March 31, 2006
View From Lodi, CA: Who Gains from Unchecked Illegal
Immigration?
By Joe Guzzardi
In September 2003, when I was a
candidate for California governor in the
Recall Gray Davis special election,
El Consilio of Stockton invited me to speak at
its weekly luncheon.
I was happy to have the chance to
address a group of
working class Hispanics about
immigration, an important aspect of my platform.
I believed then, and believe even
more greatly today, that immigration is the nation’s
most pressing social issue.
Toward the end of my talk, I asked
the audience of about fifty people to explain to me in
what specific way they as individuals benefit from
continued, unregulated immigration.
Most had
jobs; did they want more people coming into the
country who would perform those jobs for lower wages?

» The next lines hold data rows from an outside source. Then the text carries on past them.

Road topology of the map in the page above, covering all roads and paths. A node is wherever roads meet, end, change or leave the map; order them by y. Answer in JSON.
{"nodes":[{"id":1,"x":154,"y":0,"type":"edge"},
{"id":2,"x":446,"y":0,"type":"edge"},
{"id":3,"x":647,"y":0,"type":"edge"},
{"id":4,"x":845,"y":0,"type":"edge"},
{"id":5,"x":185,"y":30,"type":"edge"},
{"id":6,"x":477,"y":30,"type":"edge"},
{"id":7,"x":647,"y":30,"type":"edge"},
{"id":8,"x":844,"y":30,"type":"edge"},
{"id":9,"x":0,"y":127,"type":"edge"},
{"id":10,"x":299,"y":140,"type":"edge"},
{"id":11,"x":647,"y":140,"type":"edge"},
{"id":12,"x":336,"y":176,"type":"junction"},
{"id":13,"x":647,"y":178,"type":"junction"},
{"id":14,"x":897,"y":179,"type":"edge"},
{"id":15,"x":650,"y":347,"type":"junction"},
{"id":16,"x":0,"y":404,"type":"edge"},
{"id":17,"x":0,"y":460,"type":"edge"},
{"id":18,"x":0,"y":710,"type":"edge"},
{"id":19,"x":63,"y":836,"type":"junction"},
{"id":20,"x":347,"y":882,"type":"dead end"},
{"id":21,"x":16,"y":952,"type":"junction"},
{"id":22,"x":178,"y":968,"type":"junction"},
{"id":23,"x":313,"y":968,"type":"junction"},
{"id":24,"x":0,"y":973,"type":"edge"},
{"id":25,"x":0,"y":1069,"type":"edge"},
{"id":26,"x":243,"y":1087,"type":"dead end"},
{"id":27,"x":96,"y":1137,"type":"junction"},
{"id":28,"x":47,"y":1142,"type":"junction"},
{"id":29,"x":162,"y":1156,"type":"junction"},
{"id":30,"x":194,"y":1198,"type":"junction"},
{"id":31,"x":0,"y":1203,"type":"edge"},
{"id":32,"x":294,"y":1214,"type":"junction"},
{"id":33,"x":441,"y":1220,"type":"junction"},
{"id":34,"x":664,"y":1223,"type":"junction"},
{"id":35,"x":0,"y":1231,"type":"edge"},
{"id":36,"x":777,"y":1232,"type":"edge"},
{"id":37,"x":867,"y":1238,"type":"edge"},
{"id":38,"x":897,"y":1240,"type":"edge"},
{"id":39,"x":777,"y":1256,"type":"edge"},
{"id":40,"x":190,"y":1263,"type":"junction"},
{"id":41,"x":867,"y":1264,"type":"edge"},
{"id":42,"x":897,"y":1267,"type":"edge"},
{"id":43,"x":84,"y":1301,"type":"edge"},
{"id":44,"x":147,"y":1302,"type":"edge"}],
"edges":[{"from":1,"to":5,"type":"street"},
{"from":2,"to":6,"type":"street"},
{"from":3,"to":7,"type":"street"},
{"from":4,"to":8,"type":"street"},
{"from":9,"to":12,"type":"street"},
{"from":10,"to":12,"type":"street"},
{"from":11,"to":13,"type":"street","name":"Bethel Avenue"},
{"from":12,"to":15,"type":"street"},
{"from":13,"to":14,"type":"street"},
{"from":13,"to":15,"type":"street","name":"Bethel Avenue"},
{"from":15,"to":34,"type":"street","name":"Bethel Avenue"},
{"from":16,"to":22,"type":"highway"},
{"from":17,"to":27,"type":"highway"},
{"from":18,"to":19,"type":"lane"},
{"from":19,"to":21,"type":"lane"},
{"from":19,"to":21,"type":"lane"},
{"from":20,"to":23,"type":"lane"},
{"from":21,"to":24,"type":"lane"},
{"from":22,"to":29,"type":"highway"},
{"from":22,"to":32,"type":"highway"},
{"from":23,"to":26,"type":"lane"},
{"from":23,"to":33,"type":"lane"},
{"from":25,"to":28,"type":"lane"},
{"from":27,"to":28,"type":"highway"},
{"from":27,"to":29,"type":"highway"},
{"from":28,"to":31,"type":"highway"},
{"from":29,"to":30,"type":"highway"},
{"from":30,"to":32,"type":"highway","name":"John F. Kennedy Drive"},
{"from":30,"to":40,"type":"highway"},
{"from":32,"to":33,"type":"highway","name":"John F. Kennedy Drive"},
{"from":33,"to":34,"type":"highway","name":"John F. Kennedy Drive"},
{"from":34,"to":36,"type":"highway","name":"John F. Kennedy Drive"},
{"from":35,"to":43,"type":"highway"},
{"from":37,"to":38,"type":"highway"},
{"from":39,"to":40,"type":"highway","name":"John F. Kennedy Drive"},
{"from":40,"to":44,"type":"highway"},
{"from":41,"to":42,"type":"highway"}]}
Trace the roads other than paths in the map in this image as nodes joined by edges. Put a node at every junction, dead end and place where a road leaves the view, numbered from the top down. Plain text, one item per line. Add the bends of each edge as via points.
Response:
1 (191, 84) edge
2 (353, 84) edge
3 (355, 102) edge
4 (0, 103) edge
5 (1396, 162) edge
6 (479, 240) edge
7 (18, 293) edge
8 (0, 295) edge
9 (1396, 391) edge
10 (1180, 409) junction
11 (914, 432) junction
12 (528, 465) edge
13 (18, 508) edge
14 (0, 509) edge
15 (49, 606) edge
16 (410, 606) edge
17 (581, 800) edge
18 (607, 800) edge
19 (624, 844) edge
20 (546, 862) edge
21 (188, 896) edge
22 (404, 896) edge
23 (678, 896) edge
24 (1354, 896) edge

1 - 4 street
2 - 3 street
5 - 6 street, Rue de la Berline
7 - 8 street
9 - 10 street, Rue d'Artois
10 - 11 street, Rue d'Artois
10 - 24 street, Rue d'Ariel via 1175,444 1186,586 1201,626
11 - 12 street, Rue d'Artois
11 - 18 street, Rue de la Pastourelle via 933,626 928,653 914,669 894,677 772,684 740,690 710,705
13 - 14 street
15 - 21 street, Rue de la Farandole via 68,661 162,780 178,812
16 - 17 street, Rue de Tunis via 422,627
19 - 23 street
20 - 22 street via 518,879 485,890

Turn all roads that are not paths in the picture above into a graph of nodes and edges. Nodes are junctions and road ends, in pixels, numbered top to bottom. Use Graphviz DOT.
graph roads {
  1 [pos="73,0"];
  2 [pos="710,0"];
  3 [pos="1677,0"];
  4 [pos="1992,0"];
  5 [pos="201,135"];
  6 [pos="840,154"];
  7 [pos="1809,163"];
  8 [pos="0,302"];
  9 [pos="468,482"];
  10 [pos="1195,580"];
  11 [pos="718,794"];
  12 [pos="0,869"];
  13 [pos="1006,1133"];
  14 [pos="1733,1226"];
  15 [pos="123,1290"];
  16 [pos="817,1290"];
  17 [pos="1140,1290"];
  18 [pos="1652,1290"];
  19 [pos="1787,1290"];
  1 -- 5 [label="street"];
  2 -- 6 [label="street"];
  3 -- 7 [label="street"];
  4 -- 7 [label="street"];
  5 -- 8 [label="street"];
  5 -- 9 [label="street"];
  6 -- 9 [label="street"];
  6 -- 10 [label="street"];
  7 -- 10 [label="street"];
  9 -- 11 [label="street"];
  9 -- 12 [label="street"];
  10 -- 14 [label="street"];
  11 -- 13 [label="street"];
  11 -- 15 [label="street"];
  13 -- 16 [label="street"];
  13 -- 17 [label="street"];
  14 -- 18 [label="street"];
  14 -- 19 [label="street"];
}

The majority had children in
public school; did they want
more children competing with their own for precious
teacher time?
Some were
social services recipients; did they think those
services would be available indefinitely and as
abundantly if
more people kept tapping into them?
No one answered my question.
But I think they all knew the
obvious: no one individually gains.
If you own a business in the
service sector or
construction, you want more immigration.
But the average person
loses from unchecked immigration.
Now that the Senate is considering
a massive amnesty and a huge increase in guest worker
programs and special work visas, I’ll ask my question
again: does the proposed Senate legislation work to the
collective good of the American people?
Or is it tailored for special
business interests who will profit handsomely from more
cheap labor.
As
Lodians engage in their own personal debates about
the highly charged immigration bills before Congress,
they should
keep in mind what is generally referred to as
“the high cost of cheap labor.”
I recommend two sources to anyone
who wants to understand what is really at stake.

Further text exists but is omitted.